We need to rethink conventional paradigms used for donor kidney shortage. Increasing the proportion of cadaveric kidney donation, while helpful, will never be enough. And, as it relates to living donation, it is not simply a question of whether we allow only altruistic (non-compensated) donations or whether we allow a market. Neither a market system nor pure altruism are necessarily the answer, however compensating living organ donors so that they don’t suffer financial consequences for their altruism is certainly a start. Assisting donors with meeting their expenses, or expressing gratitude with gifts or benefits does not diminish their altruism. Unfortunately, policies that limit efforts to to ensure fiscal health of donors makes taking part in the act of helping friends and family who need transplants a privilege only the wealthy can afford.

What’s next for you?

I want to to spur discussion and change, and to this end, I founded two organizations. Stop Organ Trafficking Now! is lobbying Congress to pay more attention to living organ donation and the rights and needs of those living organ donors. Making living organ donation easier means fewer Americans will brave black market organ trafficking channels to try to save themselves or their loved ones. I also co-founded a charity based on my experiences in Iran. The American Living Organ Donor Fund (ALODF) is a living organ donor support organization that provides information, an online donor support group, and financial assistance with non-medical donation related expenses. ALODF exists to support all kinds of living organ donors – kidney, liver, bone marrow and others – but to date only kidney donors have applied. My research has given me a good idea of what needs are alleviated for Iranian living donors in order to to ease the burden of donation. We lack such data for other countries, including our own, so I intend for the ALODF’s efforts to include learning more about the needs of American living organ donors. The American Living Organ Donor Fund has already made more transplants possible for U.S. citizens in its two and a half month existence than some government funded Organ Procurement Organizations (OPOs) average per month. How is this possible? For one, OPOs focus almost entirely on retrieving organs from deceased donors. Cadaveric organ retrieval is expensive and far less productive than live organ transplants. OPOs receive on average $50,000 per kidney retrieval, and as many as 20% of those organs are not viable for transplant. In the last two and a half months, the ALODF has helped 30 Americans receive transplants by helping their living organ donors with out-of-pocket expenses, spending on average $2,500 per donor. If you do the math, that is twenty times less per transplant than what an OPO receives per transplant.

Any corrections to your talk since you gave it?

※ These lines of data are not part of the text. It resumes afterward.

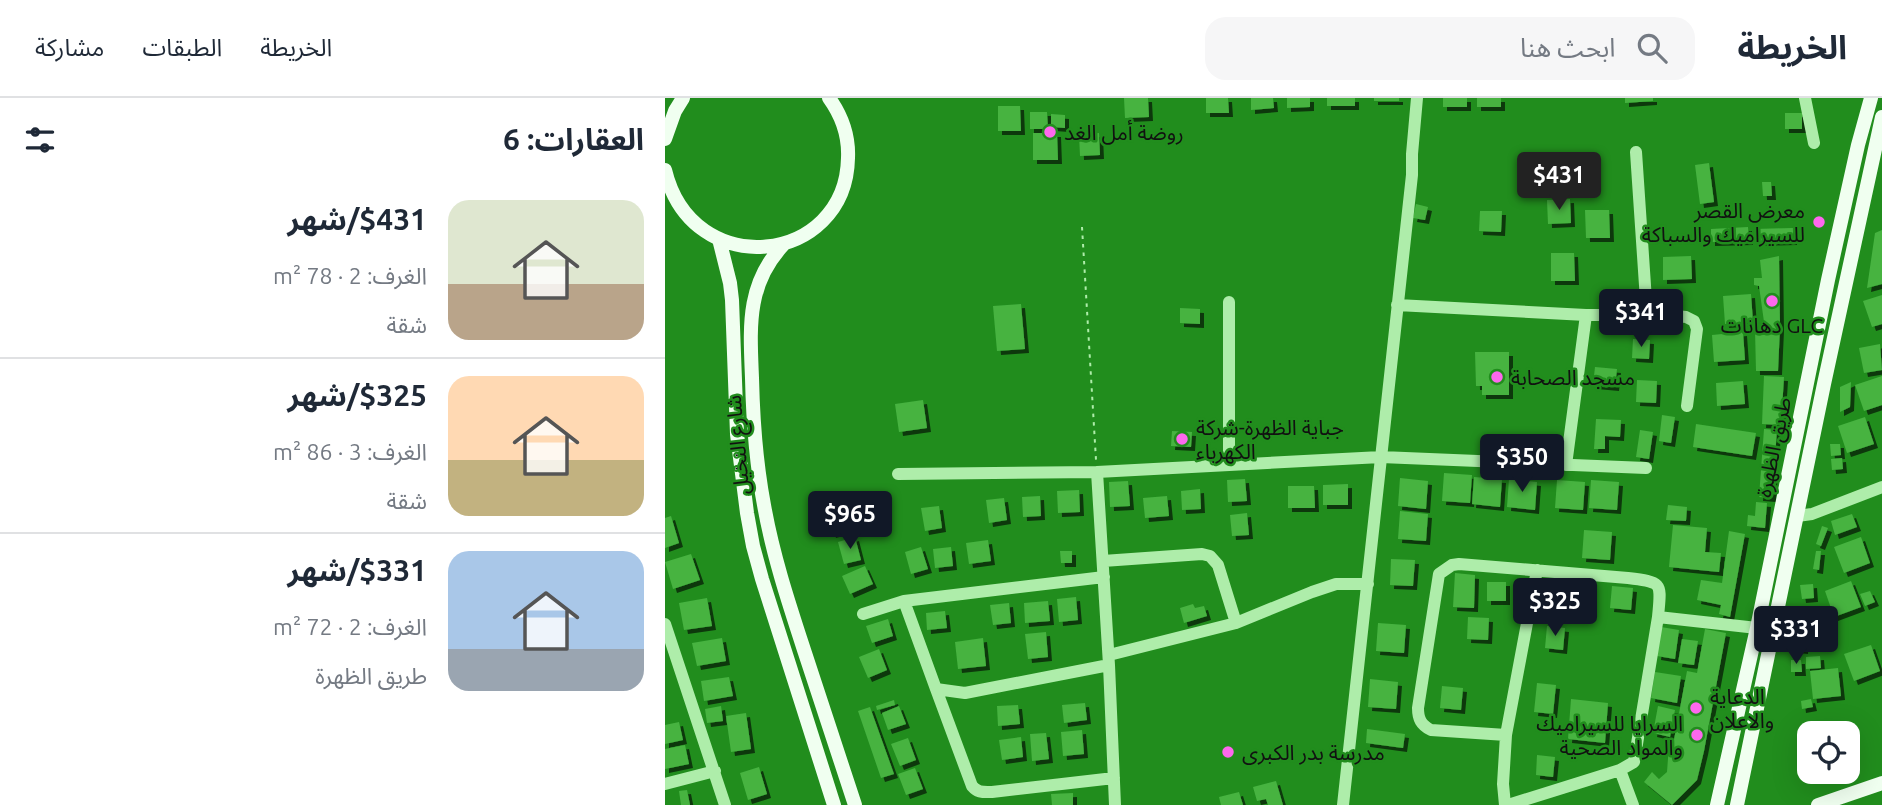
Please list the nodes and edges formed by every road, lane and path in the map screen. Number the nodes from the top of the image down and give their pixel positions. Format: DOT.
graph roads {
  1 [pos="683,98"];
  2 [pos="829,98"];
  3 [pos="1417,98"];
  4 [pos="1804,98"];
  5 [pos="1871,98"];
  6 [pos="1882,117"];
  7 [pos="665,139"];
  8 [pos="1814,143"];
  9 [pos="1879,144"];
  10 [pos="1858,145"];
  11 [pos="1636,152"];
  12 [pos="665,170"];
  13 [pos="1082,227"];
  14 [pos="719,240"];
  15 [pos="784,244"];
  16 [pos="1229,302"];
  17 [pos="1397,305"];
  18 [pos="1586,315"];
  19 [pos="1647,315"];
  20 [pos="1687,406"];
  21 [pos="1381,457"];
  22 [pos="1229,465"];
  23 [pos="1566,465"];
  24 [pos="1646,468"];
  25 [pos="1097,472"];
  26 [pos="898,474"];
  27 [pos="1882,487"];
  28 [pos="1797,516"];
  29 [pos="1103,561"];
  30 [pos="1537,570"];
  31 [pos="1104,577"];
  32 [pos="1368,584"];
  33 [pos="904,601"];
  34 [pos="863,614"];
  35 [pos="1658,617"];
  36 [pos="1236,623"];
  37 [pos="665,624"];
  38 [pos="1757,628"];
  39 [pos="670,658"];
  40 [pos="1109,660"];
  41 [pos="936,689"];
  42 [pos="1506,735"];
  43 [pos="1620,770"];
  44 [pos="715,771"];
  45 [pos="1114,778"];
  46 [pos="1882,782"];
  47 [pos="665,784"];
  48 [pos="725,805"];
  49 [pos="834,805"];
  50 [pos="855,805"];
  51 [pos="1115,805"];
  52 [pos="1343,805"];
  53 [pos="1506,805"];
  54 [pos="1633,805"];
  55 [pos="1717,805"];
  56 [pos="1737,805"];
  57 [pos="1818,805"];
  1 -- 7 [label="main road"];
  2 -- 15 [label="main road"];
  3 -- 17 [label="street"];
  4 -- 8 [label="street"];
  5 -- 10 [label="main road, طريق الظهرة"];
  6 -- 9 [label="main road, طريق الظهرة"];
  9 -- 10 [label="street"];
  9 -- 28 [label="main road, طريق الظهرة"];
  10 -- 38 [label="main road, طريق الظهرة"];
  11 -- 19 [label="street"];
  12 -- 14 [label="main road"];
  13 -- 25 [label="path"];
  14 -- 15 [label="main road"];
  14 -- 49 [label="main road, شارع النخيل"];
  15 -- 50 [label="main road, شارع النخيل"];
  16 -- 22 [label="street"];
  17 -- 18 [label="street"];
  17 -- 21 [label="street"];
  18 -- 19 [label="street"];
  18 -- 23 [label="street"];
  19 -- 20 [label="street"];
  21 -- 22 [label="street"];
  21 -- 23 [label="street"];
  21 -- 32 [label="street"];
  22 -- 25 [label="street"];
  23 -- 24 [label="street"];
  25 -- 26 [label="street"];
  25 -- 29 [label="street"];
  27 -- 28 [label="street"];
  28 -- 56 [label="main road, طريق الظهرة"];
  29 -- 31 [label="street"];
  29 -- 36 [label="street"];
  30 -- 35 [label="street"];
  30 -- 42 [label="street"];
  30 -- 42 [label="street"];
  31 -- 33 [label="street"];
  31 -- 40 [label="street"];
  32 -- 36 [label="street"];
  32 -- 52 [label="street"];
  33 -- 34 [label="street"];
  33 -- 41 [label="street"];
  35 -- 38 [label="street"];
  35 -- 43 [label="street"];
  36 -- 40 [label="street"];
  37 -- 39 [label="street"];
  38 -- 55 [label="main road, طريق الظهرة"];
  39 -- 44 [label="street"];
  40 -- 41 [label="street"];
  40 -- 45 [label="street"];
  41 -- 45 [label="street"];
  42 -- 53 [label="street"];
  43 -- 53 [label="street"];
  43 -- 54 [label="street"];
  44 -- 47 [label="street"];
  44 -- 48 [label="street"];
  45 -- 51 [label="street"];
  46 -- 57 [label="main road"];
}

In both my book and my TEDMED talk I mention that the Fars Province in Iran (an area surrounding the city of Shiraz) doesn’t allow compensating donors beyond the federal government contribution given to all living donors to help cover expenses. Dr. Malek-Hosseini, the head of the transplant program in Shiraz, Iran, notified me in November 2014 that his province no longer allows any unrelated donors. He believes this will  help prevent the illegal payments or black market sales or kidneys that were occurring in his province. Note, no other region in Iran that I know of has banned paying donors or placed such restrictions on relatedness of donors by blood, adoption, or marriage. However it is important to note that throughout Iran, it is illegal for foreigners to either buy organs or sell organs to Iranian citizens.